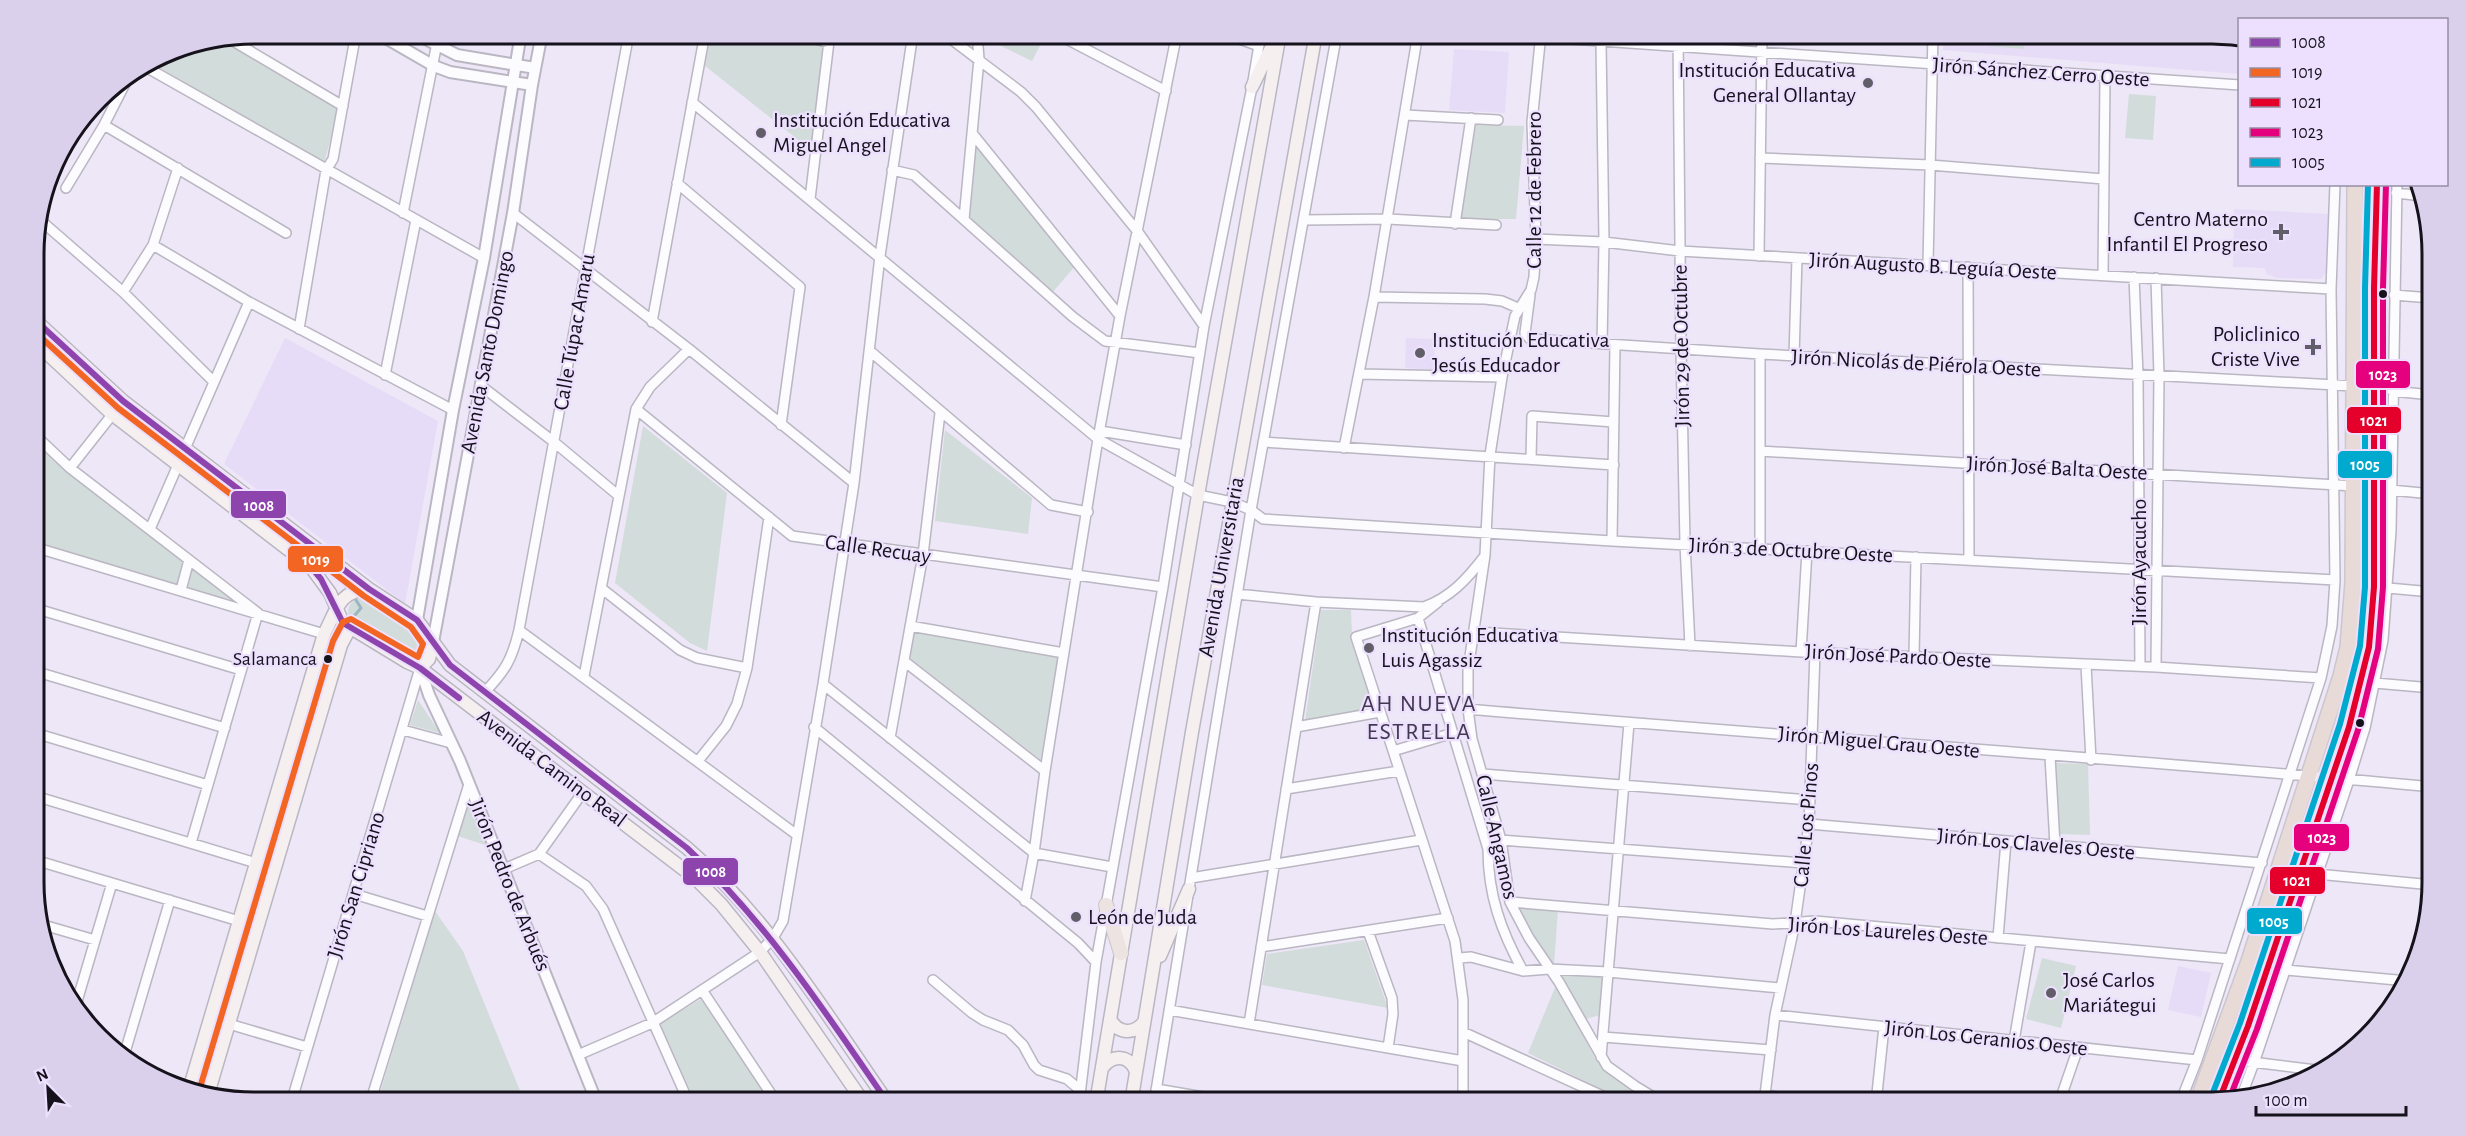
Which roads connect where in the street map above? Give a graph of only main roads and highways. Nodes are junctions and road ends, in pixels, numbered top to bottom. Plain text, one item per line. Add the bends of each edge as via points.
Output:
1 (1274, 44) edge
2 (1277, 44) edge
3 (1314, 44) edge
4 (1252, 87) road end
5 (2355, 186) edge
6 (2377, 186) edge
7 (44, 328) edge
8 (44, 350) edge
9 (369, 590) junction
10 (336, 611) junction
11 (350, 628) junction
12 (433, 642) junction
13 (420, 668) junction
14 (1190, 884) road end
15 (1106, 905) road end
16 (1121, 953) junction
17 (1152, 973) junction
18 (1110, 1019) junction
19 (1144, 1022) junction
20 (1103, 1067) junction
21 (1136, 1071) junction
22 (191, 1083) edge
23 (210, 1088) edge
24 (856, 1092) edge
25 (880, 1092) edge
26 (1098, 1092) edge
27 (1133, 1092) edge
28 (2201, 1092) edge
29 (2222, 1092) edge

1 - 4 main road
2 - 16 main road, Avenida Universitaria
3 - 17 main road, Avenida Universitaria
5 - 28 highway via 2354,486 2348,647 2249,961
6 - 29 highway via 2374,587 2369,647 2332,778
7 - 9 main road, Avenida Camino Real via 123,401
8 - 10 main road, Avenida Camino Real via 112,414 311,567 330,593
9 - 10 main road via 350,592
9 - 12 main road, Avenida Camino Real via 417,620
10 - 11 main road, Avenida Camino Real
10 - 22 main road via 324,634
11 - 13 main road, Avenida Camino Real
11 - 23 main road via 341,645
12 - 13 main road, Avenida Santo Domingo via 429,659
12 - 25 main road, Avenida Camino Real via 450,664 484,693 687,848 732,890 773,938
13 - 24 main road, Avenida Camino Real via 695,878 722,903
14 - 17 main road
15 - 16 main road
16 - 18 main road, Avenida Universitaria
17 - 19 main road, Avenida Universitaria
18 - 19 main road via 1123,1031 1135,1030
18 - 20 main road, Avenida Universitaria
19 - 21 main road, Avenida Universitaria
20 - 21 main road via 1118,1057 1129,1061
20 - 26 main road, Avenida Universitaria
21 - 27 main road, Avenida Universitaria

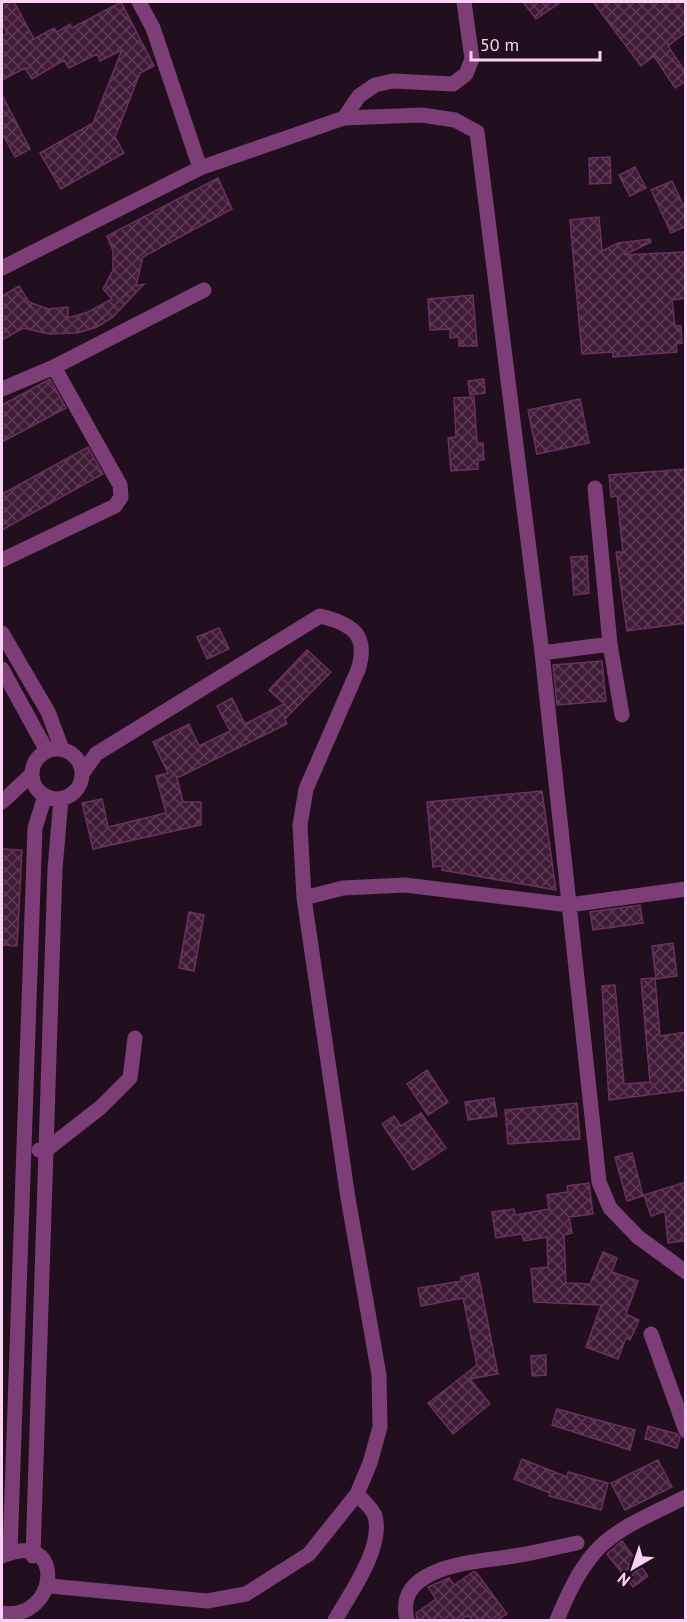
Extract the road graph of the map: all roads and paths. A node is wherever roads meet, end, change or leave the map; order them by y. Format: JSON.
{"nodes":[{"id":1,"x":139,"y":2,"type":"edge"},
{"id":2,"x":464,"y":2,"type":"edge"},
{"id":3,"x":344,"y":118,"type":"junction"},
{"id":4,"x":201,"y":168,"type":"junction"},
{"id":5,"x":2,"y":268,"type":"edge"},
{"id":6,"x":204,"y":290,"type":"dead end"},
{"id":7,"x":54,"y":367,"type":"junction"},
{"id":8,"x":2,"y":389,"type":"edge"},
{"id":9,"x":595,"y":488,"type":"dead end"},
{"id":10,"x":2,"y":561,"type":"edge"},
{"id":11,"x":2,"y":633,"type":"edge"},
{"id":12,"x":610,"y":644,"type":"junction"},
{"id":13,"x":542,"y":653,"type":"junction"},
{"id":14,"x":2,"y":669,"type":"edge"},
{"id":15,"x":622,"y":715,"type":"dead end"},
{"id":16,"x":61,"y":752,"type":"junction"},
{"id":17,"x":96,"y":754,"type":"junction"},
{"id":18,"x":32,"y":774,"type":"junction"},
{"id":19,"x":82,"y":774,"type":"junction"},
{"id":20,"x":43,"y":794,"type":"junction"},
{"id":21,"x":61,"y":799,"type":"junction"},
{"id":22,"x":5,"y":800,"type":"edge"},
{"id":23,"x":686,"y":889,"type":"edge"},
{"id":24,"x":304,"y":898,"type":"junction"},
{"id":25,"x":569,"y":905,"type":"junction"},
{"id":26,"x":31,"y":942,"type":"junction"},
{"id":27,"x":53,"y":942,"type":"junction"},
{"id":28,"x":135,"y":1038,"type":"dead end"},
{"id":29,"x":24,"y":1149,"type":"junction"},
{"id":30,"x":46,"y":1150,"type":"junction"},
{"id":31,"x":686,"y":1272,"type":"edge"},
{"id":32,"x":651,"y":1334,"type":"dead end"},
{"id":33,"x":17,"y":1359,"type":"junction"},
{"id":34,"x":39,"y":1360,"type":"junction"},
{"id":35,"x":686,"y":1431,"type":"edge"},
{"id":36,"x":357,"y":1494,"type":"junction"},
{"id":37,"x":686,"y":1497,"type":"edge"},
{"id":38,"x":577,"y":1543,"type":"dead end"},
{"id":39,"x":6,"y":1554,"type":"edge"},
{"id":40,"x":33,"y":1556,"type":"junction"},
{"id":41,"x":50,"y":1586,"type":"junction"},
{"id":42,"x":6,"y":1616,"type":"edge"},
{"id":43,"x":29,"y":1617,"type":"edge"},
{"id":44,"x":335,"y":1620,"type":"edge"},
{"id":45,"x":407,"y":1620,"type":"edge"},
{"id":46,"x":556,"y":1620,"type":"edge"}],
"edges":[{"from":1,"to":4,"type":"street"},
{"from":2,"to":3,"type":"street"},
{"from":3,"to":4,"type":"street"},
{"from":3,"to":13,"type":"street"},
{"from":4,"to":5,"type":"street"},
{"from":6,"to":7,"type":"street"},
{"from":7,"to":8,"type":"street"},
{"from":7,"to":10,"type":"street"},
{"from":9,"to":12,"type":"street"},
{"from":11,"to":16,"type":"street"},
{"from":12,"to":13,"type":"street"},
{"from":12,"to":15,"type":"street"},
{"from":13,"to":25,"type":"street"},
{"from":14,"to":16,"type":"street"},
{"from":16,"to":17,"type":"street"},
{"from":16,"to":18,"type":"street"},
{"from":16,"to":19,"type":"street"},
{"from":17,"to":19,"type":"street"},
{"from":17,"to":24,"type":"street"},
{"from":18,"to":20,"type":"street"},
{"from":18,"to":22,"type":"street"},
{"from":19,"to":21,"type":"street"},
{"from":20,"to":21,"type":"street"},
{"from":20,"to":22,"type":"street"},
{"from":20,"to":26,"type":"street"},
{"from":21,"to":27,"type":"street"},
{"from":23,"to":25,"type":"street"},
{"from":24,"to":25,"type":"street"},
{"from":24,"to":36,"type":"street"},
{"from":25,"to":31,"type":"street"},
{"from":26,"to":27,"type":"street"},
{"from":26,"to":29,"type":"street"},
{"from":27,"to":30,"type":"street"},
{"from":28,"to":30,"type":"street"},
{"from":29,"to":30,"type":"street"},
{"from":29,"to":33,"type":"street"},
{"from":30,"to":34,"type":"street"},
{"from":32,"to":35,"type":"street"},
{"from":33,"to":34,"type":"street"},
{"from":33,"to":39,"type":"street"},
{"from":34,"to":40,"type":"street"},
{"from":36,"to":41,"type":"street"},
{"from":36,"to":44,"type":"street"},
{"from":37,"to":46,"type":"street"},
{"from":38,"to":45,"type":"street"},
{"from":39,"to":40,"type":"street"},
{"from":40,"to":41,"type":"street"},
{"from":41,"to":43,"type":"street"},
{"from":42,"to":43,"type":"street"}]}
^^^^^^^^^^^^^^^^
» **Assignment**
Output the listing above in full, exactly. No images.

» **Final answer**
Which roads connect where in the street map above? Give a graph of only main roads and highways. Nodes are junctions and road ends, in pixels, numbered top to bottom. Plain text, one item per line. Add the bends of each edge as via points.
Output:
1 (1274, 44) edge
2 (1277, 44) edge
3 (1314, 44) edge
4 (1252, 87) road end
5 (2355, 186) edge
6 (2377, 186) edge
7 (44, 328) edge
8 (44, 350) edge
9 (369, 590) junction
10 (336, 611) junction
11 (350, 628) junction
12 (433, 642) junction
13 (420, 668) junction
14 (1190, 884) road end
15 (1106, 905) road end
16 (1121, 953) junction
17 (1152, 973) junction
18 (1110, 1019) junction
19 (1144, 1022) junction
20 (1103, 1067) junction
21 (1136, 1071) junction
22 (191, 1083) edge
23 (210, 1088) edge
24 (856, 1092) edge
25 (880, 1092) edge
26 (1098, 1092) edge
27 (1133, 1092) edge
28 (2201, 1092) edge
29 (2222, 1092) edge

1 - 4 main road
2 - 16 main road, Avenida Universitaria
3 - 17 main road, Avenida Universitaria
5 - 28 highway via 2354,486 2348,647 2249,961
6 - 29 highway via 2374,587 2369,647 2332,778
7 - 9 main road, Avenida Camino Real via 123,401
8 - 10 main road, Avenida Camino Real via 112,414 311,567 330,593
9 - 10 main road via 350,592
9 - 12 main road, Avenida Camino Real via 417,620
10 - 11 main road, Avenida Camino Real
10 - 22 main road via 324,634
11 - 13 main road, Avenida Camino Real
11 - 23 main road via 341,645
12 - 13 main road, Avenida Santo Domingo via 429,659
12 - 25 main road, Avenida Camino Real via 450,664 484,693 687,848 732,890 773,938
13 - 24 main road, Avenida Camino Real via 695,878 722,903
14 - 17 main road
15 - 16 main road
16 - 18 main road, Avenida Universitaria
17 - 19 main road, Avenida Universitaria
18 - 19 main road via 1123,1031 1135,1030
18 - 20 main road, Avenida Universitaria
19 - 21 main road, Avenida Universitaria
20 - 21 main road via 1118,1057 1129,1061
20 - 26 main road, Avenida Universitaria
21 - 27 main road, Avenida Universitaria

Extract the road graph of the map: all roads and paths. A node is wherever roads meet, end, change or leave the map; order them by y. Format: JSON.
{"nodes":[{"id":1,"x":139,"y":2,"type":"edge"},
{"id":2,"x":464,"y":2,"type":"edge"},
{"id":3,"x":344,"y":118,"type":"junction"},
{"id":4,"x":201,"y":168,"type":"junction"},
{"id":5,"x":2,"y":268,"type":"edge"},
{"id":6,"x":204,"y":290,"type":"dead end"},
{"id":7,"x":54,"y":367,"type":"junction"},
{"id":8,"x":2,"y":389,"type":"edge"},
{"id":9,"x":595,"y":488,"type":"dead end"},
{"id":10,"x":2,"y":561,"type":"edge"},
{"id":11,"x":2,"y":633,"type":"edge"},
{"id":12,"x":610,"y":644,"type":"junction"},
{"id":13,"x":542,"y":653,"type":"junction"},
{"id":14,"x":2,"y":669,"type":"edge"},
{"id":15,"x":622,"y":715,"type":"dead end"},
{"id":16,"x":61,"y":752,"type":"junction"},
{"id":17,"x":96,"y":754,"type":"junction"},
{"id":18,"x":32,"y":774,"type":"junction"},
{"id":19,"x":82,"y":774,"type":"junction"},
{"id":20,"x":43,"y":794,"type":"junction"},
{"id":21,"x":61,"y":799,"type":"junction"},
{"id":22,"x":5,"y":800,"type":"edge"},
{"id":23,"x":686,"y":889,"type":"edge"},
{"id":24,"x":304,"y":898,"type":"junction"},
{"id":25,"x":569,"y":905,"type":"junction"},
{"id":26,"x":31,"y":942,"type":"junction"},
{"id":27,"x":53,"y":942,"type":"junction"},
{"id":28,"x":135,"y":1038,"type":"dead end"},
{"id":29,"x":24,"y":1149,"type":"junction"},
{"id":30,"x":46,"y":1150,"type":"junction"},
{"id":31,"x":686,"y":1272,"type":"edge"},
{"id":32,"x":651,"y":1334,"type":"dead end"},
{"id":33,"x":17,"y":1359,"type":"junction"},
{"id":34,"x":39,"y":1360,"type":"junction"},
{"id":35,"x":686,"y":1431,"type":"edge"},
{"id":36,"x":357,"y":1494,"type":"junction"},
{"id":37,"x":686,"y":1497,"type":"edge"},
{"id":38,"x":577,"y":1543,"type":"dead end"},
{"id":39,"x":6,"y":1554,"type":"edge"},
{"id":40,"x":33,"y":1556,"type":"junction"},
{"id":41,"x":50,"y":1586,"type":"junction"},
{"id":42,"x":6,"y":1616,"type":"edge"},
{"id":43,"x":29,"y":1617,"type":"edge"},
{"id":44,"x":335,"y":1620,"type":"edge"},
{"id":45,"x":407,"y":1620,"type":"edge"},
{"id":46,"x":556,"y":1620,"type":"edge"}],
"edges":[{"from":1,"to":4,"type":"street"},
{"from":2,"to":3,"type":"street"},
{"from":3,"to":4,"type":"street"},
{"from":3,"to":13,"type":"street"},
{"from":4,"to":5,"type":"street"},
{"from":6,"to":7,"type":"street"},
{"from":7,"to":8,"type":"street"},
{"from":7,"to":10,"type":"street"},
{"from":9,"to":12,"type":"street"},
{"from":11,"to":16,"type":"street"},
{"from":12,"to":13,"type":"street"},
{"from":12,"to":15,"type":"street"},
{"from":13,"to":25,"type":"street"},
{"from":14,"to":16,"type":"street"},
{"from":16,"to":17,"type":"street"},
{"from":16,"to":18,"type":"street"},
{"from":16,"to":19,"type":"street"},
{"from":17,"to":19,"type":"street"},
{"from":17,"to":24,"type":"street"},
{"from":18,"to":20,"type":"street"},
{"from":18,"to":22,"type":"street"},
{"from":19,"to":21,"type":"street"},
{"from":20,"to":21,"type":"street"},
{"from":20,"to":22,"type":"street"},
{"from":20,"to":26,"type":"street"},
{"from":21,"to":27,"type":"street"},
{"from":23,"to":25,"type":"street"},
{"from":24,"to":25,"type":"street"},
{"from":24,"to":36,"type":"street"},
{"from":25,"to":31,"type":"street"},
{"from":26,"to":27,"type":"street"},
{"from":26,"to":29,"type":"street"},
{"from":27,"to":30,"type":"street"},
{"from":28,"to":30,"type":"street"},
{"from":29,"to":30,"type":"street"},
{"from":29,"to":33,"type":"street"},
{"from":30,"to":34,"type":"street"},
{"from":32,"to":35,"type":"street"},
{"from":33,"to":34,"type":"street"},
{"from":33,"to":39,"type":"street"},
{"from":34,"to":40,"type":"street"},
{"from":36,"to":41,"type":"street"},
{"from":36,"to":44,"type":"street"},
{"from":37,"to":46,"type":"street"},
{"from":38,"to":45,"type":"street"},
{"from":39,"to":40,"type":"street"},
{"from":40,"to":41,"type":"street"},
{"from":41,"to":43,"type":"street"},
{"from":42,"to":43,"type":"street"}]}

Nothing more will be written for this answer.